Short hairpin RNAs enable efficient gene knockdown

RNA interference techniques have become indispensable for studies of early development as they allow for efficient, robust knockdown of gene function across cell and tissue types. Among cnidarians, RNAi technologies have been successful for manipulating gene function in a wide array of taxa, including both hydrozoans (DuBuc et al., 2020; Lohmann et al., 1999; Masuda-Ozawa et al., 2022; Quiroga-Artigas et al., 2020) and anthozoans (Dunn et al., 2007; He et al., 2018; Yuyama et al., 2021). Recently, short hairpin RNAs (shRNA) have become a widely adopted approach for RNA interference as they can be synthesized in the lab, thereby enabling cost-effective silencing of numerous target genes (He et al., 2018). We tested the efficacy of shRNA knockdown in A. poculata by inhibiting the activity of Fibroblast growth factor A1 (FgfA1). In N. vectensis, the role of FGF signaling during embryonic patterning has been well-studied (Gilbert et al., 2022; Rentzsch et al., 2008; Sinigaglia et al., 2015) and this pathway is known to be required for the formation of the apical tuft, a sensory structure at the aboral end of the larva from which a group of long cilia emerge (Rentzsch et al., 2008). While the apical tuft is found throughout sea anemones, most coral larvae lack this structure. The presence of an apical tuft in the larval stage of A. poculata (Szmant-Froelich et al., 1980) provides an opportunity to investigate the developmental mechanisms driving the convergent evolution of this structure across anthozoans.

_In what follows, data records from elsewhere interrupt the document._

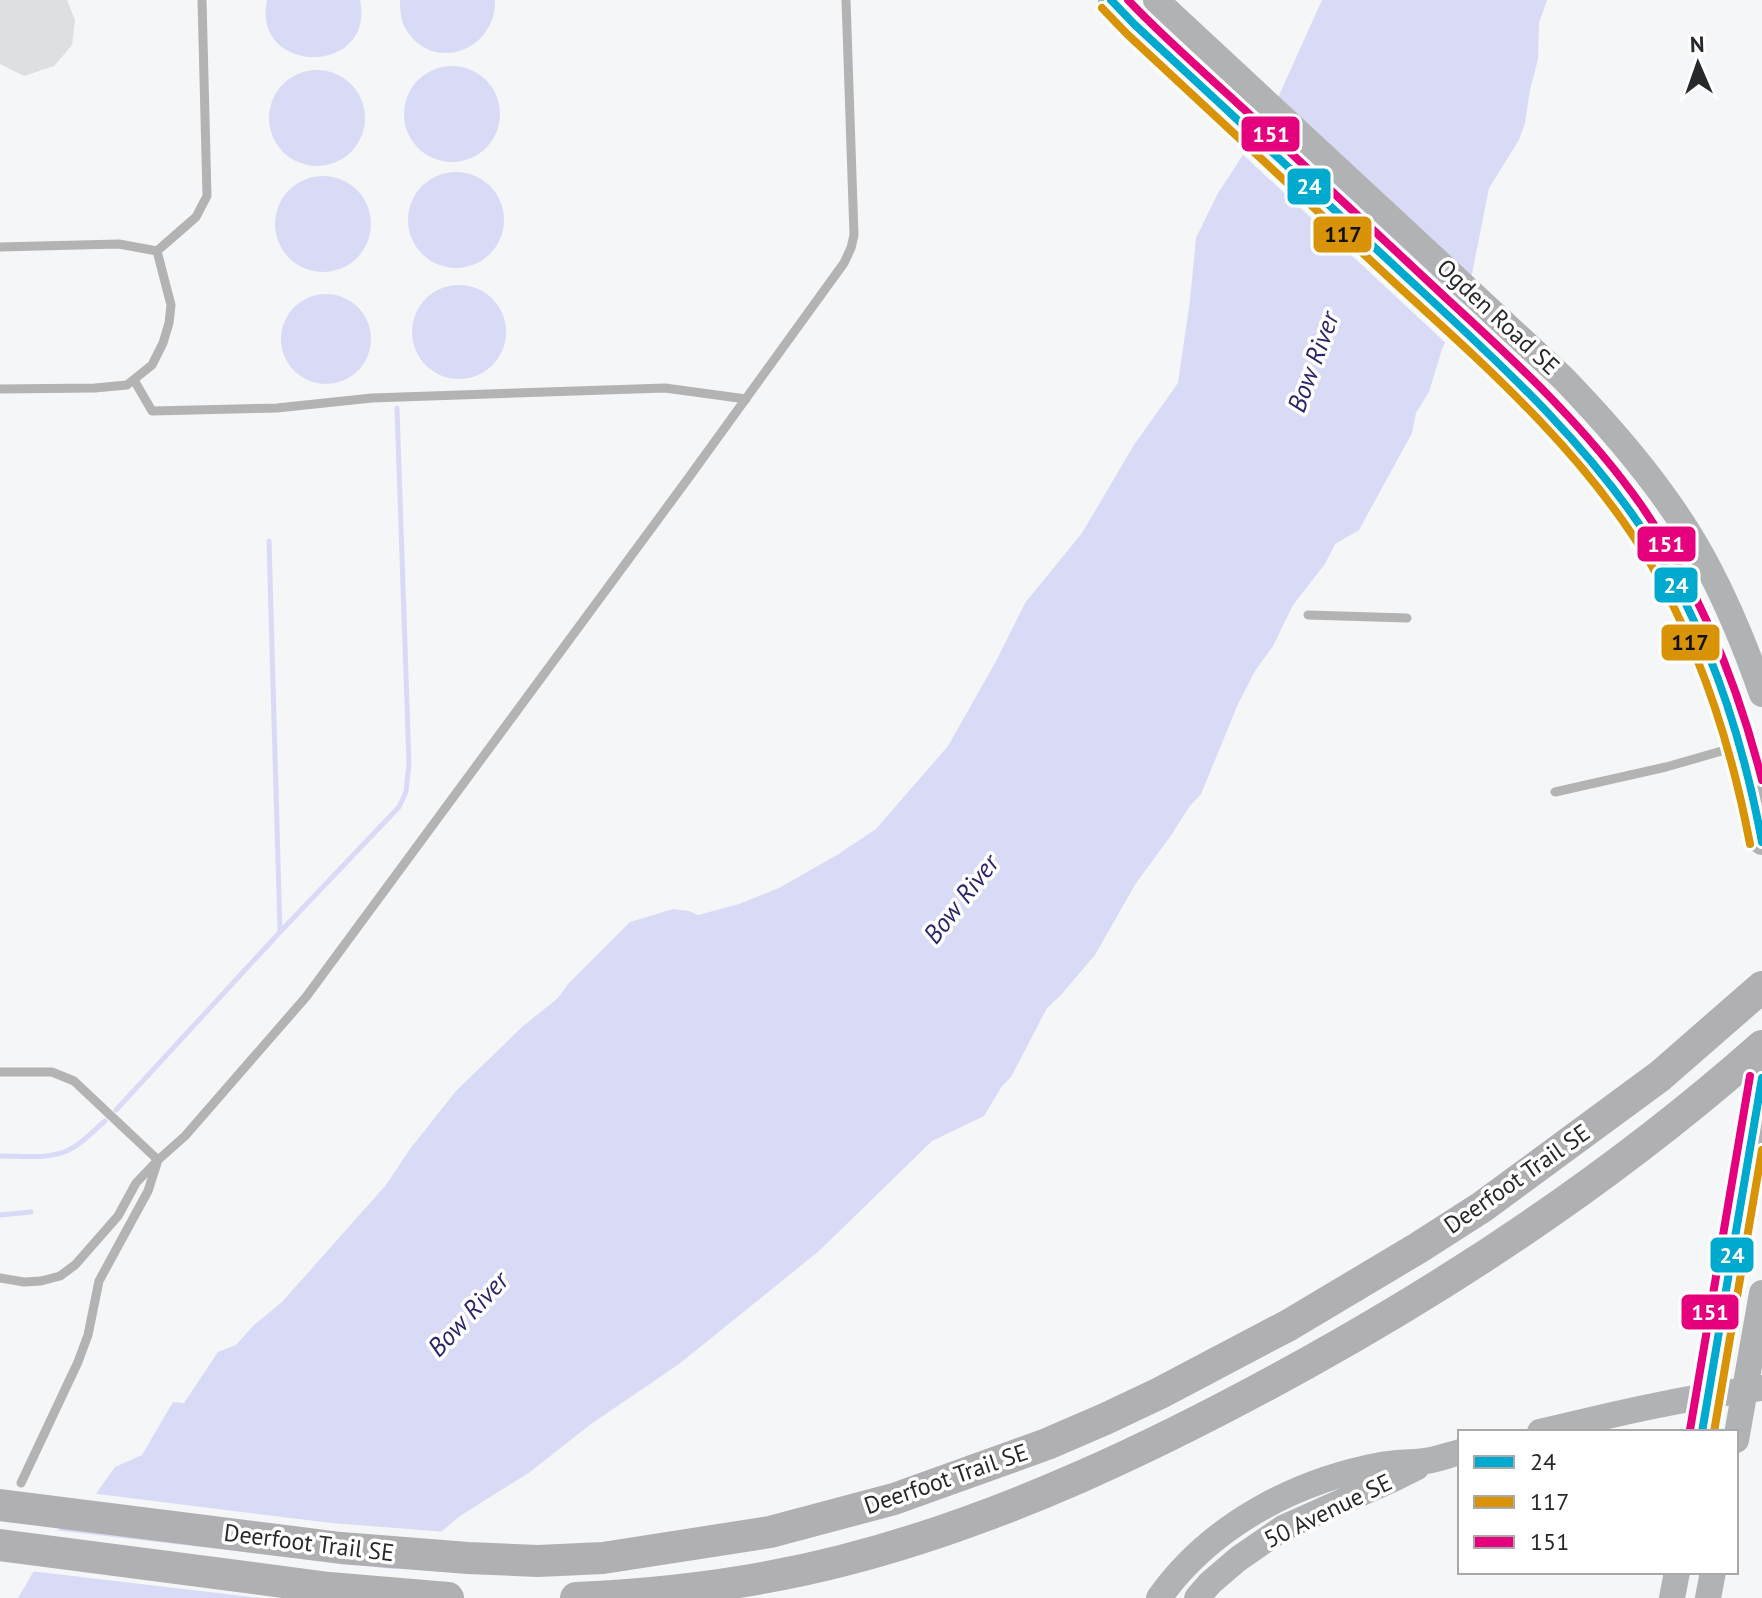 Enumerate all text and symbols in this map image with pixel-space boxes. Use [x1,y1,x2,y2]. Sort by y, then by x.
north arrow [1658,24,1738,104]
text: N [1690,30,1705,58]
line badge: 151 [1240,115,1301,153]
text: 151 [1252,120,1290,148]
line badge: 24 [1286,167,1332,206]
text: 24 [1297,172,1322,200]
line badge: 117 [1312,215,1373,254]
text: 117 [1324,220,1362,248]
street label: Ogden Road SE [1430,252,1566,381]
water label: Bow River [1279,306,1346,416]
line badge: 151 [1636,525,1697,563]
text: 151 [1647,530,1685,558]
line badge: 24 [1653,566,1699,604]
text: 24 [1664,571,1689,599]
line badge: 117 [1660,623,1721,662]
text: 117 [1671,628,1709,656]
water label: Bow River [916,846,1007,950]
street label: Deerfoot Trail SE [1438,1117,1596,1240]
line badge: 24 [1709,1236,1755,1274]
text: 24 [1720,1241,1745,1269]
water label: Bow River [420,1263,516,1363]
line badge: 151 [1680,1293,1740,1331]
text: 151 [1691,1298,1729,1326]
legend [1458,1430,1738,1574]
street label: Deerfoot Trail SE [860,1436,1032,1521]
text: 24 [1530,1446,1556,1477]
street label: 50 Avenue SE [1259,1466,1397,1555]
text: 117 [1530,1486,1569,1517]
street label: Deerfoot Trail SE [222,1517,396,1568]
text: 151 [1530,1526,1569,1557] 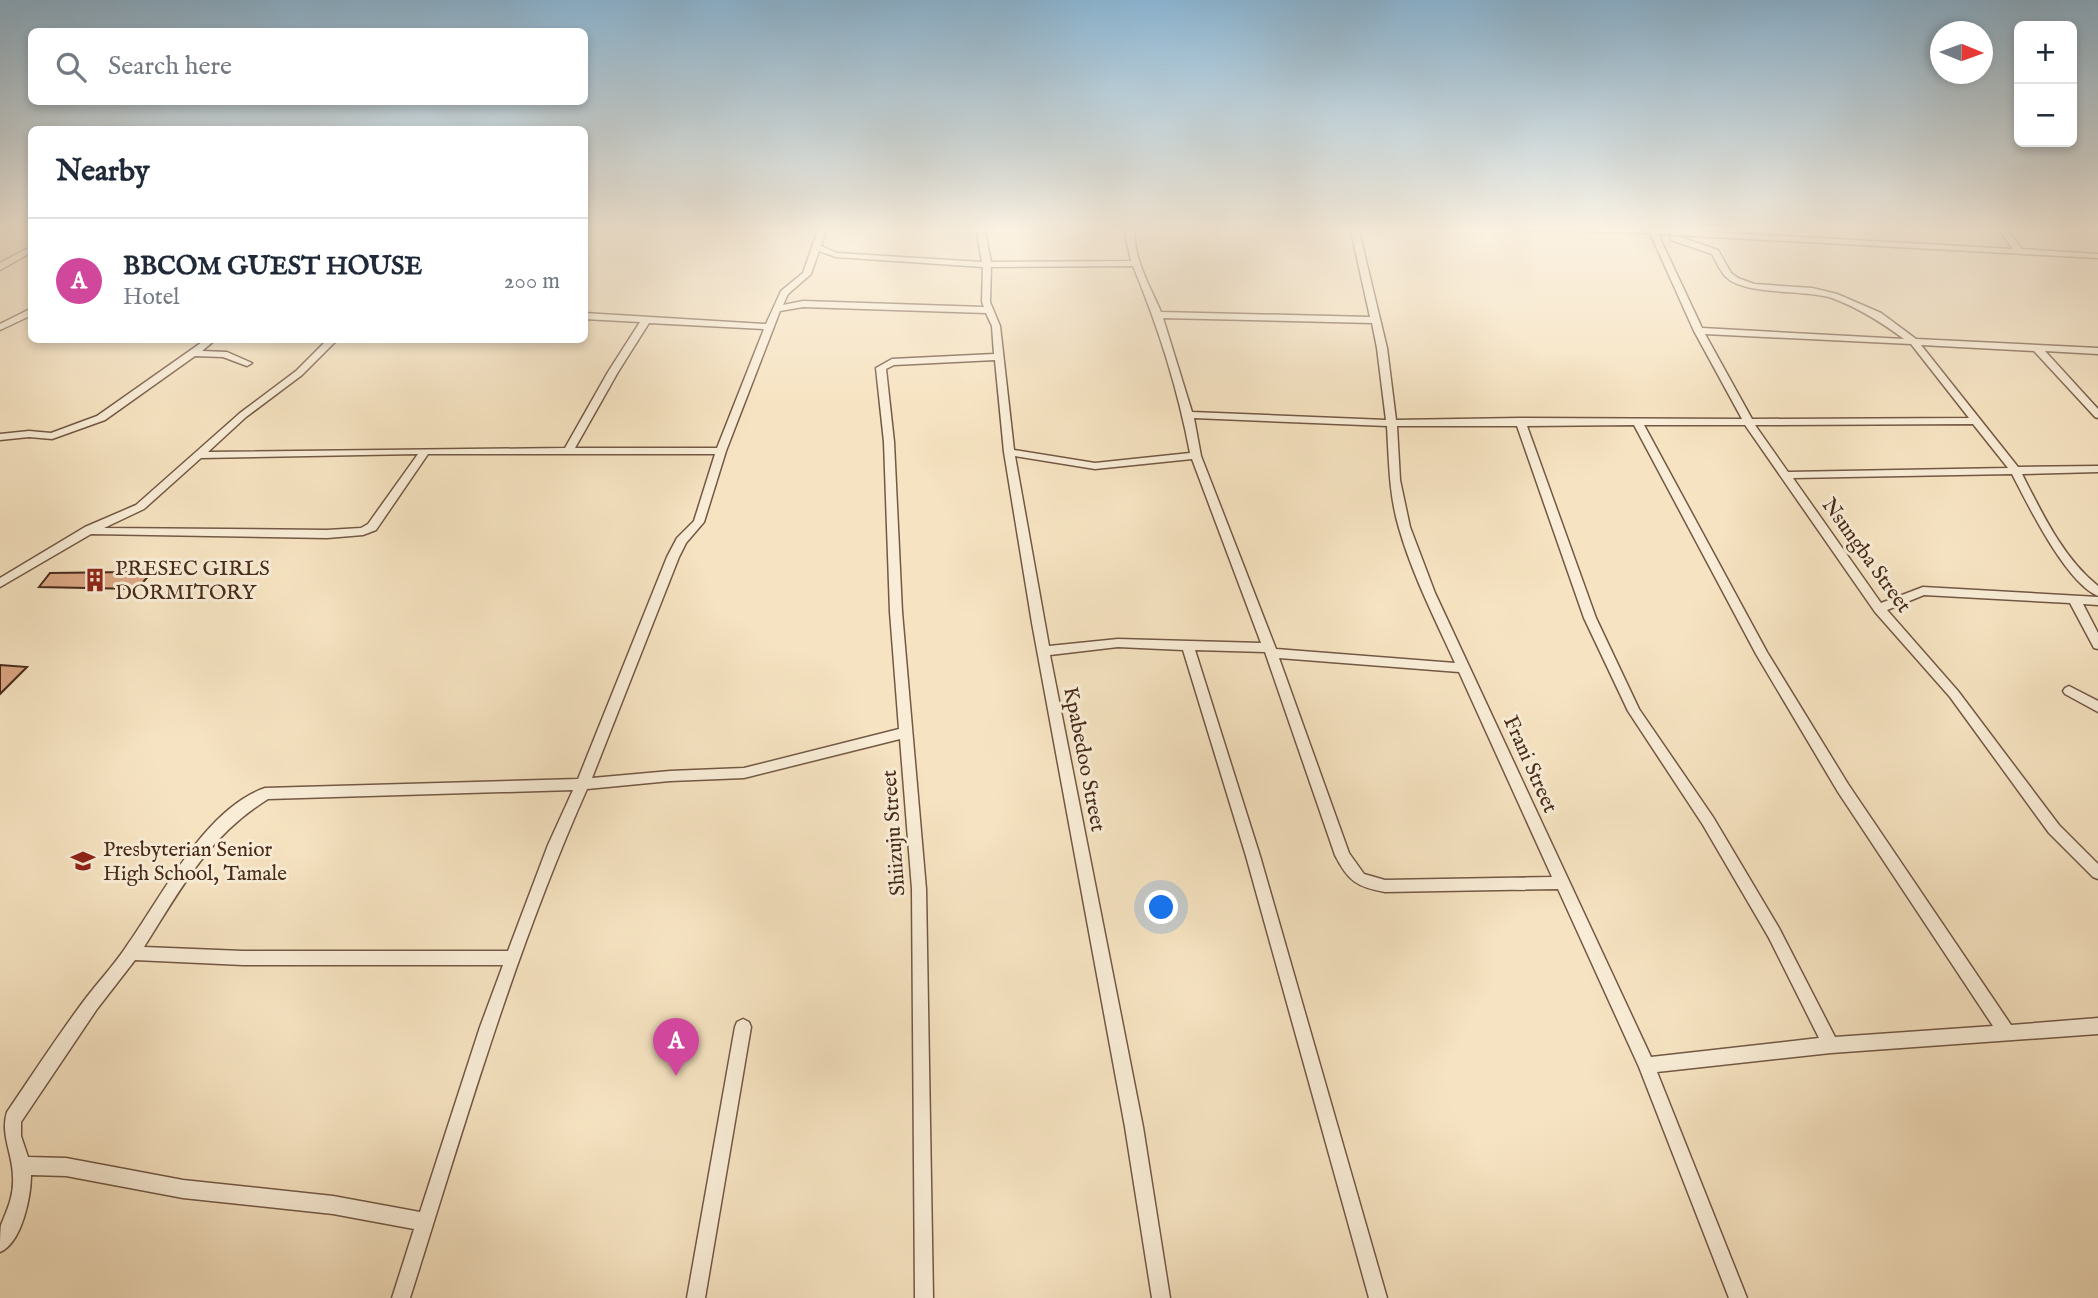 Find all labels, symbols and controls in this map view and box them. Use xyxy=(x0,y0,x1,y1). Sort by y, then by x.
north arrow xyxy=(1930,21,1993,84)
map controls xyxy=(2014,21,2077,147)
button: + xyxy=(2014,21,2077,84)
search box xyxy=(28,28,588,105)
icon: search xyxy=(52,48,90,86)
text: Search here xyxy=(108,50,232,83)
button: − xyxy=(2014,84,2077,147)
text: Nearby xyxy=(56,153,149,191)
text: BBCOM GUEST HOUSE xyxy=(123,250,422,283)
text: A xyxy=(71,267,87,296)
text: 200 m xyxy=(504,267,560,296)
text: Hotel xyxy=(123,283,180,312)
street label: Nsungba Street xyxy=(1815,493,1917,619)
place label: PRESEC GIRLS DORMITORY xyxy=(115,556,270,607)
building icon: PRESEC GIRLS DORMITORY xyxy=(81,566,109,594)
street label: Kpabedoo Street xyxy=(1056,685,1111,834)
street label: Frani Street xyxy=(1496,712,1563,817)
street label: Shiizuju Street xyxy=(877,769,912,897)
place label: Presbyterian Senior High School, Tamale xyxy=(103,837,287,888)
school or university icon: Presbyterian Senior High School, Tamale xyxy=(69,847,97,875)
your location xyxy=(1144,890,1178,924)
pin: A xyxy=(653,1018,699,1076) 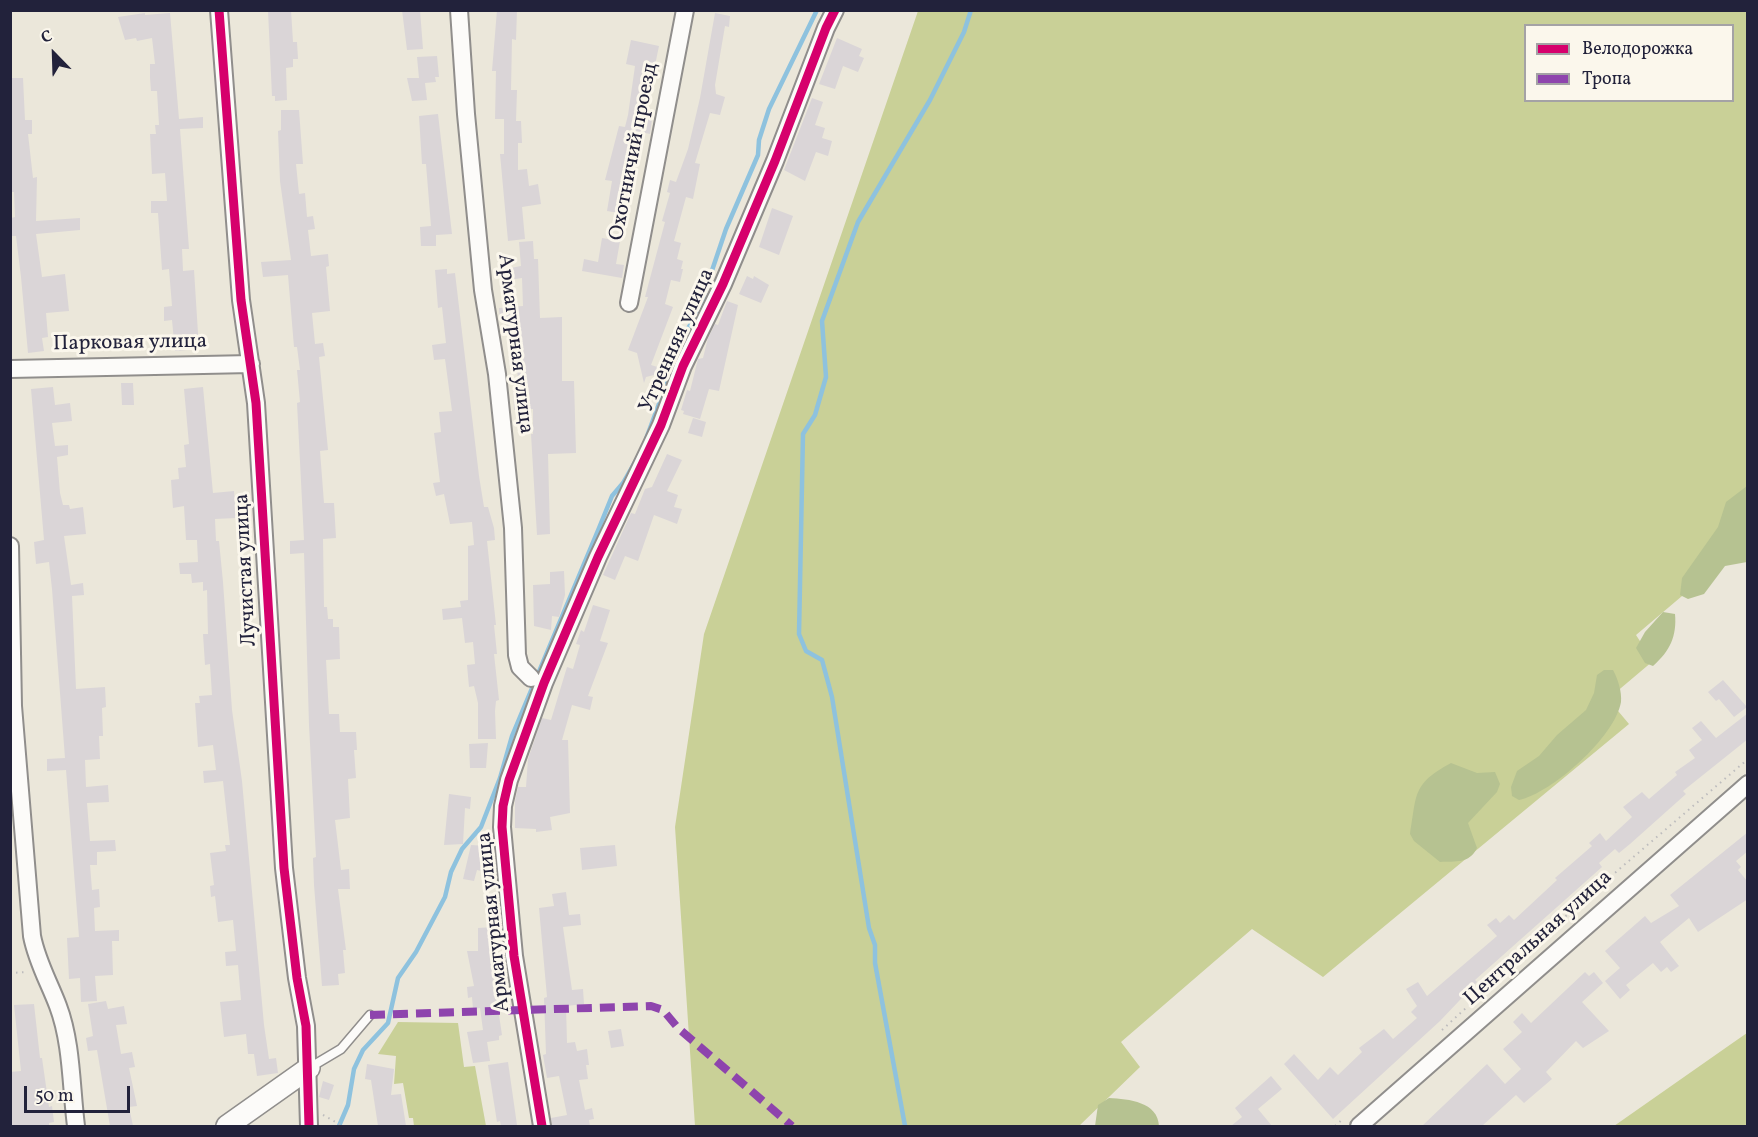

To inhibit Fgf1A function in A. poculata, we injected zygotes with either a shRNA targeting the 3’ end of the FgfA1 transcript (see Materials and Methods) or a scrambled control shRNA (Karabulut et al., 2019). Animals were then raised to the larval stage at room temperature and inspected for evidence of an apical tuft. At 48 hours post fertilization (hpf), 10/10 of the knockdown larvae lacked apical tuft cilia, consistent with an inhibition of FgfA1 function (Fig 2A). To further confirm the role of FgfA1 in regulating apical tuft development, we treated a separate group of zygotes with the MEK/ERK inhibitor SU5402 (20μM), which has previously been shown to inhibit FgfA1-mediated control of apical tuft development in N. vectensis (Rentzsch et al., 2008). Treatment with SU5402 effectively phenocopied FgfA1 shRNA knockdown (Fig 2B), resulting in the complete loss of an apical tuft in 12/12 larvae at 48hpf. These phenotypes were quantified by measuring the length of the longest cilium at the aboral end of each larva. The aboral cilia of the FgfA1 knockdown animals were significantly shorter than those in both the wild type and control shRNA-injected larvae (Fig 2C). Likewise, we observed a significant reduction in the length of cilia at the aboral pole in SU5402-treated larvae, relative to DMSO controls (Fig 2C). These experiments demonstrate that shRNA injection is a robust method for gene knockdown in corals and confirm that apical tuft development requires similar signaling pathways in two distantly related anthozoans (N. vectensis and A. poculata) (Fig 2D). Pharmacological inhibition of FGF signaling has also been shown to inhibit settlement and metamorphosis in Acropora millepora, a species that lacks an apical tuft (Cleves et al., 2018; Strader et al., 2018). With access to this inexpensive and robust method for gene knockdown it is now possible to interrogate the evolution of the FGF signaling pathway controlling apical sensory organ development in cnidarians with diverse larval body plans.

Fig. 2.

Fig. 2.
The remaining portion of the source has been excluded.